= SUPPLIED MATERIAL =

--

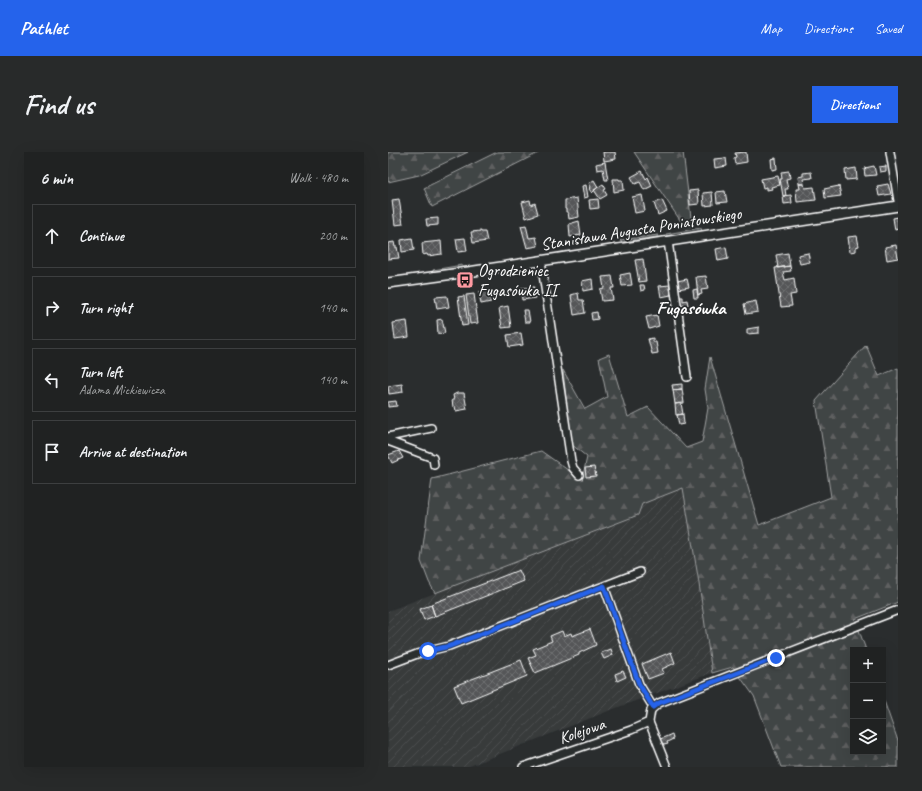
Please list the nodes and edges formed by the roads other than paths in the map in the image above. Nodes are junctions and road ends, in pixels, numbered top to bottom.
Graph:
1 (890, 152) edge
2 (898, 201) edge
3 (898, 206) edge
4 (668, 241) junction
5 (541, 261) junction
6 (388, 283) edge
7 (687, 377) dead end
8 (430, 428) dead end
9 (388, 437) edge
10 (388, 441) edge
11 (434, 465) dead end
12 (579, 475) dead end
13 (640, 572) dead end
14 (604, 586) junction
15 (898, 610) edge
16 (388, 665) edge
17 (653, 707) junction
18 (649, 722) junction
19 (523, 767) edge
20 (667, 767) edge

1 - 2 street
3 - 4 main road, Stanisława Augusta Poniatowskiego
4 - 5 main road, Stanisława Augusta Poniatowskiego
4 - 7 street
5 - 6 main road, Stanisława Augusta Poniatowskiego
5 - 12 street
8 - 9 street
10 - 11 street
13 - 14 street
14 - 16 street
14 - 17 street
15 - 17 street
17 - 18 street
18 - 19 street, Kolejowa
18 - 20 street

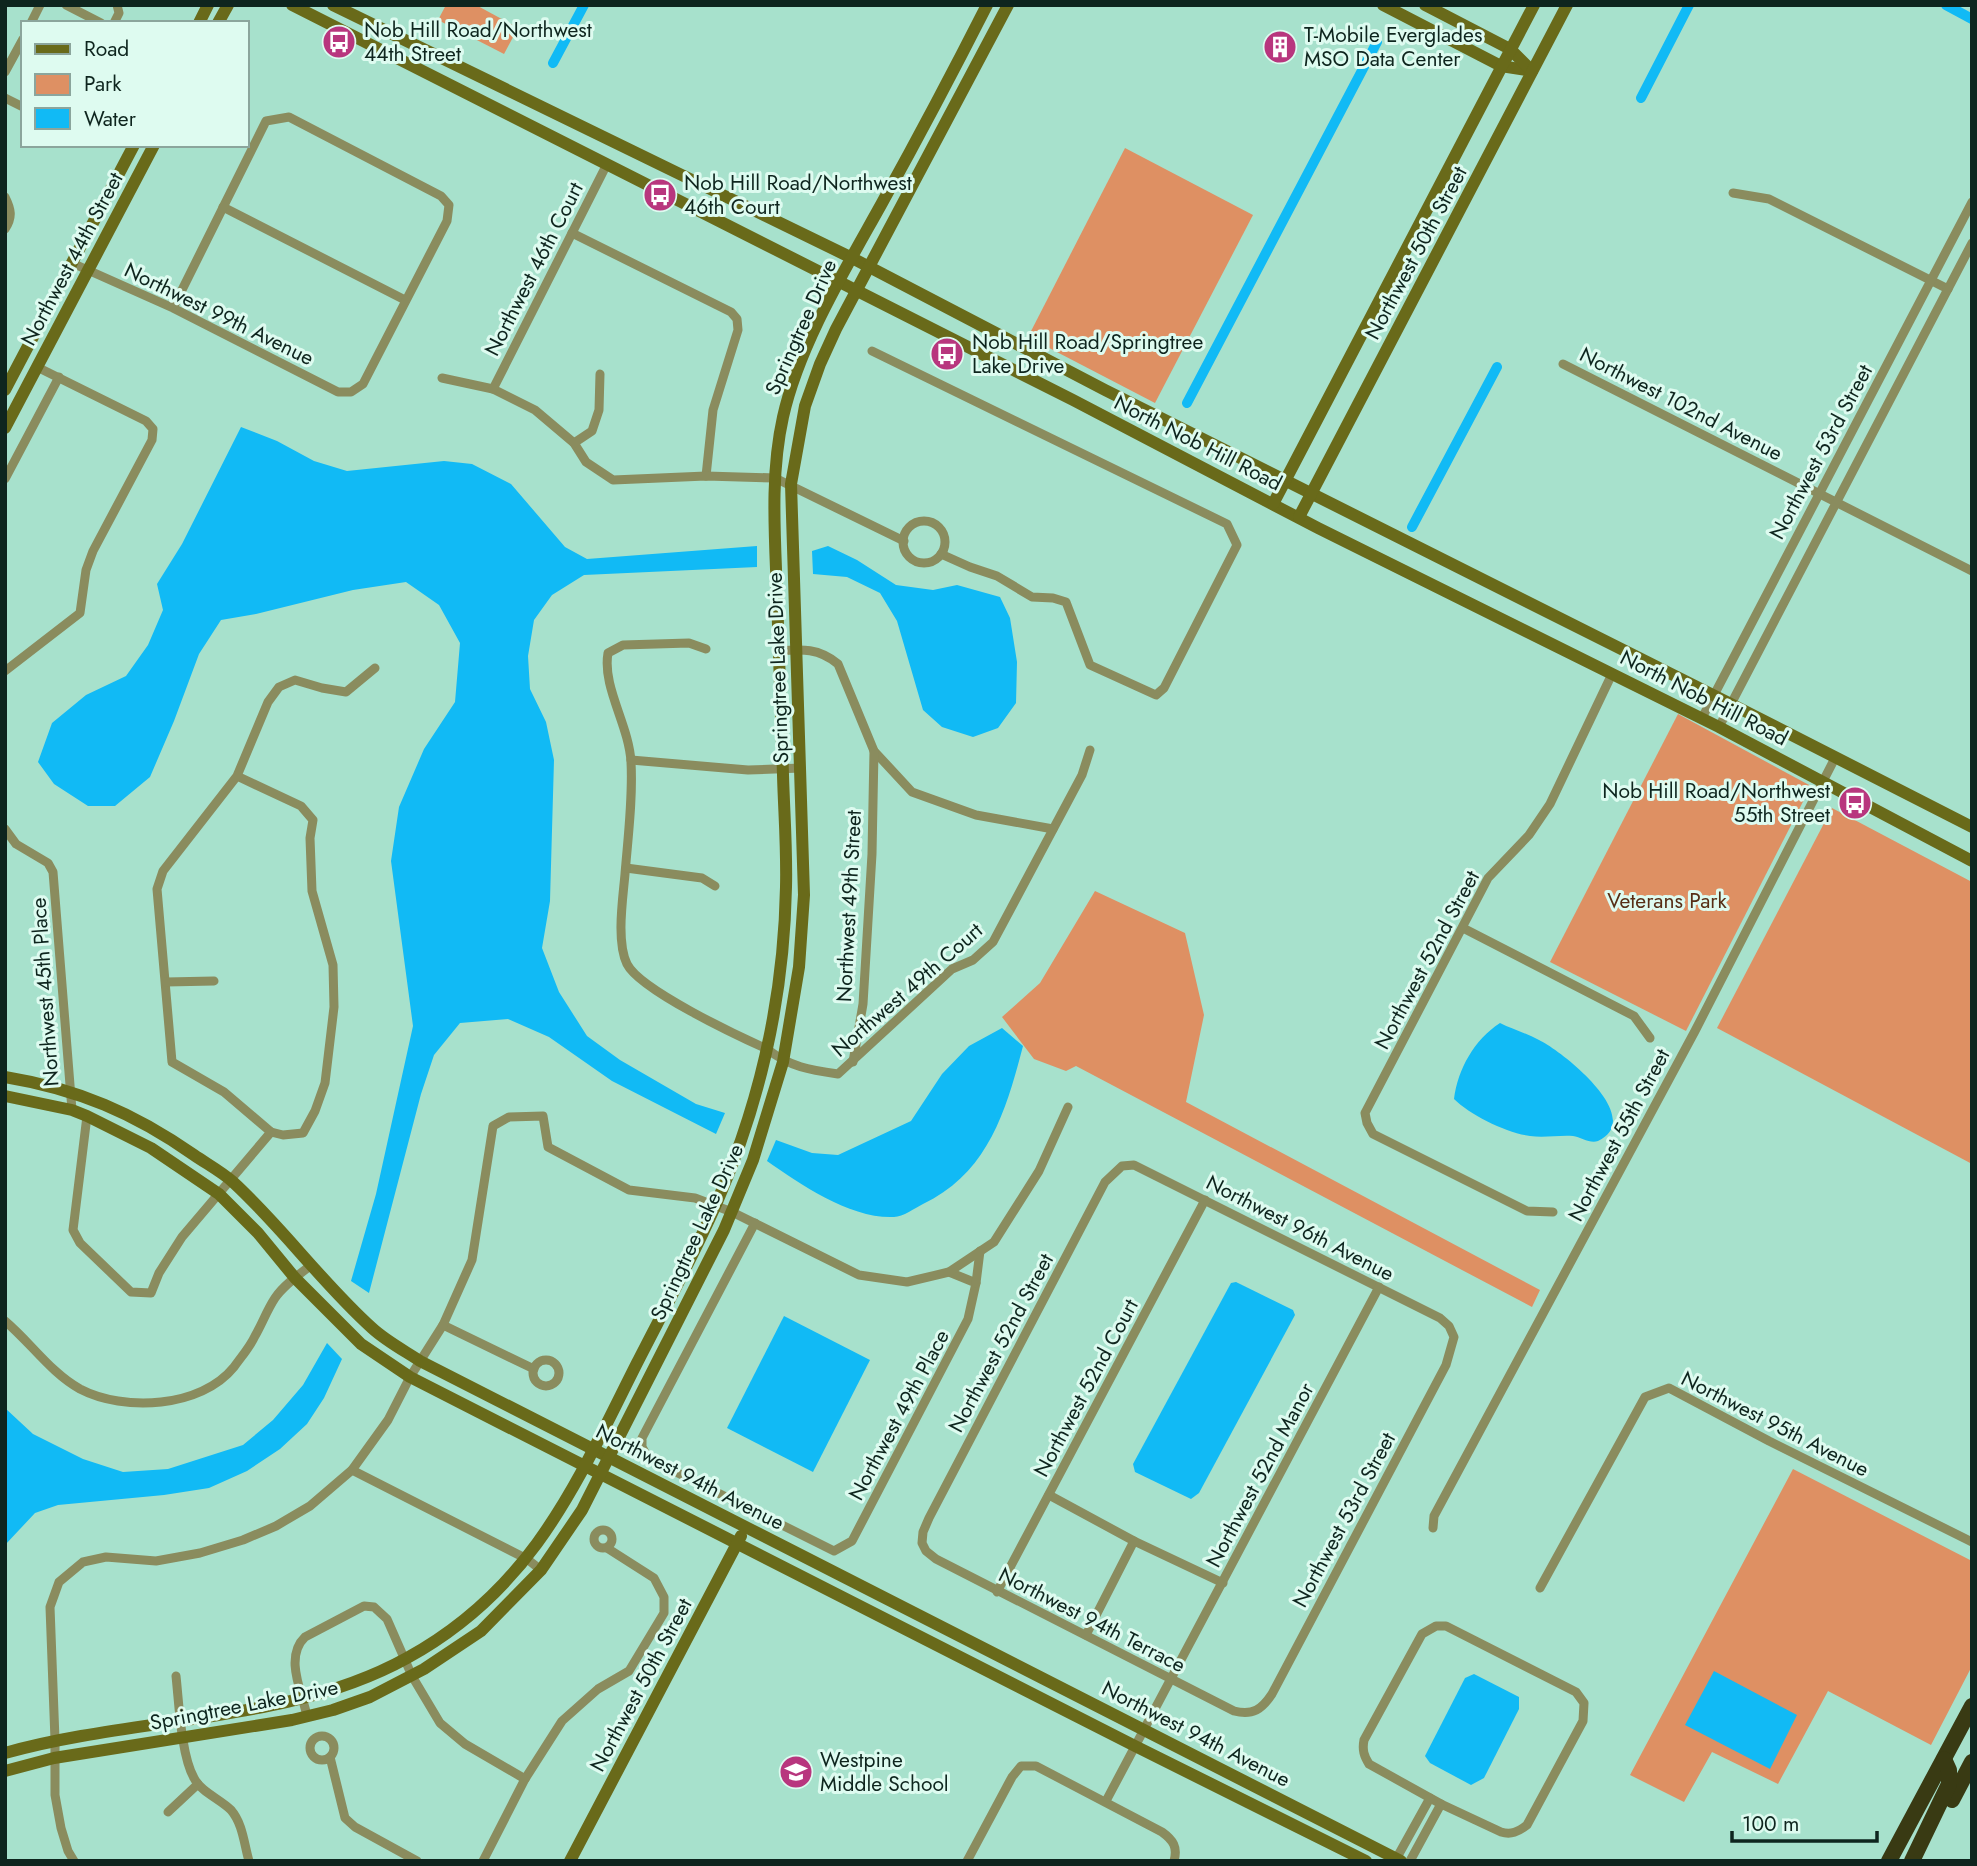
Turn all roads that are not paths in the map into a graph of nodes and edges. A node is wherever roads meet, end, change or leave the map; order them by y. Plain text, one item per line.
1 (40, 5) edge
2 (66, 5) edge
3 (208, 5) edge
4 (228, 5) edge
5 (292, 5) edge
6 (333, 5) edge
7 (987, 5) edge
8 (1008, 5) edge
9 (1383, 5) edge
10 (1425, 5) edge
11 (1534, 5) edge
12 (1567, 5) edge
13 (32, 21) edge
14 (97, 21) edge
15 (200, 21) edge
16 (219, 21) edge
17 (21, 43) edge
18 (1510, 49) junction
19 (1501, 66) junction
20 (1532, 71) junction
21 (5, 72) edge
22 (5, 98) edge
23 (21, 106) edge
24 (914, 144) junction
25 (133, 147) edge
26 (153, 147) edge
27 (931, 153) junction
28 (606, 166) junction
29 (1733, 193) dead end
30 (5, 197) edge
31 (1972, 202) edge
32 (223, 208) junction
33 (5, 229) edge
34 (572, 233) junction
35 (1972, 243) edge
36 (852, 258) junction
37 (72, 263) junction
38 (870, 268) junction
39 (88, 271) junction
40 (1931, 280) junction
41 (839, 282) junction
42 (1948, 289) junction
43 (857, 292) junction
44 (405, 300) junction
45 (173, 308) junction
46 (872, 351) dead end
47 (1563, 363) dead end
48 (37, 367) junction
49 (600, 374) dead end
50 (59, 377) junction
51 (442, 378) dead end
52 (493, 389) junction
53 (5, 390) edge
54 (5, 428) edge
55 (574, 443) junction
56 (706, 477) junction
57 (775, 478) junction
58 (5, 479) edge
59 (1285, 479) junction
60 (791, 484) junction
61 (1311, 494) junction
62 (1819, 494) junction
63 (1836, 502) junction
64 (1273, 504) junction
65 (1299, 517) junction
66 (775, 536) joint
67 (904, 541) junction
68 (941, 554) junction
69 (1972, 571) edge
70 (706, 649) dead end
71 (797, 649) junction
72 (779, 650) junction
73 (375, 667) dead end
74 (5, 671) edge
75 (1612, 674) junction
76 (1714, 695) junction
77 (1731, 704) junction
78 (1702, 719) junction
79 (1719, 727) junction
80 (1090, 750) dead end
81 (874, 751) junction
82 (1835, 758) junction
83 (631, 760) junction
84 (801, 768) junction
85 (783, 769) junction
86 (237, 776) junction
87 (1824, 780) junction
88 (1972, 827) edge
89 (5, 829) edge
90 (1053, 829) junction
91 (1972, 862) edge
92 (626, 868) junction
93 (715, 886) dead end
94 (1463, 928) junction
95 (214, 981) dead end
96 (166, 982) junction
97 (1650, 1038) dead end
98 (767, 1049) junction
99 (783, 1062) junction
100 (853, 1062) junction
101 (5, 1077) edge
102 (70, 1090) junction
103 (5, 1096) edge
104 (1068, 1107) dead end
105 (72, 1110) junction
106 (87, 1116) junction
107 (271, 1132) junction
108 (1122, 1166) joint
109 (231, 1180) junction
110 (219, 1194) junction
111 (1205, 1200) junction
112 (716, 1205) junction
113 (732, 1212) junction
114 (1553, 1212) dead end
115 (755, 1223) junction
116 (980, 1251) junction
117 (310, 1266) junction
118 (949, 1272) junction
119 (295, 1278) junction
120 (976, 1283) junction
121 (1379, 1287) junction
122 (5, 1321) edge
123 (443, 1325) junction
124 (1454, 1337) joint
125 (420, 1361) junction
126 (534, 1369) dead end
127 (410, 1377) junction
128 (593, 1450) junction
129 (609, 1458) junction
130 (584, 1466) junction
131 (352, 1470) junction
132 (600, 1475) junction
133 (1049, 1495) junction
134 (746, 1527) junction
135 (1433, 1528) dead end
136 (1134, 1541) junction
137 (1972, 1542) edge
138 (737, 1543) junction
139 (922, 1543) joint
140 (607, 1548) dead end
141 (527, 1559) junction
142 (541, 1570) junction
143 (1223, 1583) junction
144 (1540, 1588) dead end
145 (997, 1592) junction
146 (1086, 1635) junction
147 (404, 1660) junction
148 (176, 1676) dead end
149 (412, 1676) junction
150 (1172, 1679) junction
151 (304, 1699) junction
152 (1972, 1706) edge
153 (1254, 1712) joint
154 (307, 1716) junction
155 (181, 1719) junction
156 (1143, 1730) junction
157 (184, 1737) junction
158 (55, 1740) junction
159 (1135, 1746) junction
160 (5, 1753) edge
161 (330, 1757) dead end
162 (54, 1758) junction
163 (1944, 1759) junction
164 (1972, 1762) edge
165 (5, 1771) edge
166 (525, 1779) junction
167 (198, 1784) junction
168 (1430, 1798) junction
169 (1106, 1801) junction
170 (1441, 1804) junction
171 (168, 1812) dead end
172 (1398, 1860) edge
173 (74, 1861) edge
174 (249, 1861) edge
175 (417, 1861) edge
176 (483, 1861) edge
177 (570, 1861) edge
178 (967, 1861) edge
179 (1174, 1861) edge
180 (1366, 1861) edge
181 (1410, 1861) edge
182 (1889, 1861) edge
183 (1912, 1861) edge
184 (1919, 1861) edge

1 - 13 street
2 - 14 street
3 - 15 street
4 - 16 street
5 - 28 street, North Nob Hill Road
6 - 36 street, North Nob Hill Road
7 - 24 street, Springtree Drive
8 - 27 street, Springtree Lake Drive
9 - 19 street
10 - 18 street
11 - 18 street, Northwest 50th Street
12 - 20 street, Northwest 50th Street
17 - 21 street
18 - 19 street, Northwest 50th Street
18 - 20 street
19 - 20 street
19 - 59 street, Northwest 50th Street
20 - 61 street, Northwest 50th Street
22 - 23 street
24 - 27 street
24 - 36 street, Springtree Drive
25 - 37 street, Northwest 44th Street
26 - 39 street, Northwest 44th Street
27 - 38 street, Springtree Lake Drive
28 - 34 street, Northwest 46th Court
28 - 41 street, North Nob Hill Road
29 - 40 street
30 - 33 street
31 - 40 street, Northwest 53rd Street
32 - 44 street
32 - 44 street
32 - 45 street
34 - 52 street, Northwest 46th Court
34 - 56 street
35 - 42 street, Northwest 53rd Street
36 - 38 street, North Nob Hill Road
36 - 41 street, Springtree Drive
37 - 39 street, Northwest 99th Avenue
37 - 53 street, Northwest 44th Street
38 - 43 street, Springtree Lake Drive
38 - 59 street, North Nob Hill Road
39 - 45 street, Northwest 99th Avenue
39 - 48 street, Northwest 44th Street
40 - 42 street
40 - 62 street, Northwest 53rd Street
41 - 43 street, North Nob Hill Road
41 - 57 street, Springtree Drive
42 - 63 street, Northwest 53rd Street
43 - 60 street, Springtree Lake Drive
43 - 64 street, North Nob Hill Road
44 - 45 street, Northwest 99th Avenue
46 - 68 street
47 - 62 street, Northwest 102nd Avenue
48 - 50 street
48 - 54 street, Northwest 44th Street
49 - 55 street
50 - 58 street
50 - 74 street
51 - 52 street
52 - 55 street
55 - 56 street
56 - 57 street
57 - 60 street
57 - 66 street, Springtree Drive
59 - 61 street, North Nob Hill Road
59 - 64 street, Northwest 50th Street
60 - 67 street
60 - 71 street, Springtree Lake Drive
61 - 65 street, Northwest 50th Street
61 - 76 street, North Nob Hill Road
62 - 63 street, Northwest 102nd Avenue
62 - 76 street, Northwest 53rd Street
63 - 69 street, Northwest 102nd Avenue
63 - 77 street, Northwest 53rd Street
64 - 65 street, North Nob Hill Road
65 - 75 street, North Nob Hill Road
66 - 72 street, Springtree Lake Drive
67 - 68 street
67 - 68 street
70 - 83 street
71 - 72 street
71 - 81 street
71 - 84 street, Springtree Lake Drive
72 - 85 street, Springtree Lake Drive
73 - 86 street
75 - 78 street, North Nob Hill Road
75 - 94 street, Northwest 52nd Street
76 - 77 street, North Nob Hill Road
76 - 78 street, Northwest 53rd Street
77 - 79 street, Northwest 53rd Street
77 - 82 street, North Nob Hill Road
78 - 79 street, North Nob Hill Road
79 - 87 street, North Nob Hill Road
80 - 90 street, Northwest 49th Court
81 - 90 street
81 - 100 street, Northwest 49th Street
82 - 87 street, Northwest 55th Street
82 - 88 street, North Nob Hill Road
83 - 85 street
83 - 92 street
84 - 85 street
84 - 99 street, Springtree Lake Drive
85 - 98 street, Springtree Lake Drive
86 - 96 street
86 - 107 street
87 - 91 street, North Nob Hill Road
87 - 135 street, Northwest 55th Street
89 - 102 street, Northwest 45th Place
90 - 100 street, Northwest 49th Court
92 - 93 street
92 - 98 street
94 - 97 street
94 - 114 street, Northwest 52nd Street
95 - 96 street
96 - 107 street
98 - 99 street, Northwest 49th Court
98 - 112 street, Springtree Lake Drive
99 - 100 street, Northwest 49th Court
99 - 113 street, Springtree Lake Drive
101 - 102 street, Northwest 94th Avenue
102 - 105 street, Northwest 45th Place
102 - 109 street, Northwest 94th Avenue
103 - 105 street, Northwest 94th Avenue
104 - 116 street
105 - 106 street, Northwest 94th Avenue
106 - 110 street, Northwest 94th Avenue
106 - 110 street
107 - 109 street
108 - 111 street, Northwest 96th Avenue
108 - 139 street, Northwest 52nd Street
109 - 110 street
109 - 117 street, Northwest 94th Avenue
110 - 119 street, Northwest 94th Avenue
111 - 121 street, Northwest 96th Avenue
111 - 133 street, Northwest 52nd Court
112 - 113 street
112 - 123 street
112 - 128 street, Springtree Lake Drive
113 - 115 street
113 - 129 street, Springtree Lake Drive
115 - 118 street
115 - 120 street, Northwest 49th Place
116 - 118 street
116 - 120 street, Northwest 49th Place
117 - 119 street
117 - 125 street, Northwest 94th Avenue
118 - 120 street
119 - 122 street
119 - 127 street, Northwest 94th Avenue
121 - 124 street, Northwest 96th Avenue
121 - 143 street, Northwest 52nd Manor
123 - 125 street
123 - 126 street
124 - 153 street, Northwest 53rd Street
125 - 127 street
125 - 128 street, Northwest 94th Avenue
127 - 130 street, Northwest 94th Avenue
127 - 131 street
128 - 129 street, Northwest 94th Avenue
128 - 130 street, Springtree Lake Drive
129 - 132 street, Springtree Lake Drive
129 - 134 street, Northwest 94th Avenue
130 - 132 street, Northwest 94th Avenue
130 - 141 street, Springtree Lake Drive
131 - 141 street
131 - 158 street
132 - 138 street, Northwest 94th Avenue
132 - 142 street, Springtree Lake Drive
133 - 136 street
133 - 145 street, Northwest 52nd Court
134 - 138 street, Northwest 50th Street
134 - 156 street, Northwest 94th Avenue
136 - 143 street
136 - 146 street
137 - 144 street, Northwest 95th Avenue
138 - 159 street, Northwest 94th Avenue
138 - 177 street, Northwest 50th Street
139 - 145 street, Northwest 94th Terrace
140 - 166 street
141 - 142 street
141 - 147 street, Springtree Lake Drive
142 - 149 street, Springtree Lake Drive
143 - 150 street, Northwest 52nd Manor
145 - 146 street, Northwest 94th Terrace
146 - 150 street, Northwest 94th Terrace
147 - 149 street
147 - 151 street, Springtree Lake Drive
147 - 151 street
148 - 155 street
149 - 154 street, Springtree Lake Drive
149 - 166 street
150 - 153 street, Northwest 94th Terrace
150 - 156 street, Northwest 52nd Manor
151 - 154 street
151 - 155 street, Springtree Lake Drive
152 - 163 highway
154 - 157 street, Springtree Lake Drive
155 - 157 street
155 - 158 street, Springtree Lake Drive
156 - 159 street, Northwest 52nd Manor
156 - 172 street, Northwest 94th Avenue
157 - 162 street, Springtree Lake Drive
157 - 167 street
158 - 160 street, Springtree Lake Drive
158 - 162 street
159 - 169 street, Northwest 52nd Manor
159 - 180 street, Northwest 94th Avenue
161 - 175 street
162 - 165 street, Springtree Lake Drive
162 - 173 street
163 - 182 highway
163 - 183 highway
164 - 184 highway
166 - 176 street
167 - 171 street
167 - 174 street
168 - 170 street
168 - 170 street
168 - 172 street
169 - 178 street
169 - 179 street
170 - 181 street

--

= EXERCISE PROMPT =
In the entries, find every line holding "edges" and copy it.

= ANSWER AREA =
Please list the nodes and edges formed by the roads other than paths in the map in the image above. Nodes are junctions and road ends, in pixels, numbered top to bottom.
Turn all roads that are not paths in the map into a graph of nodes and edges. A node is wherever roads meet, end, change or leave the map; order them by y. Plain text, one item per line.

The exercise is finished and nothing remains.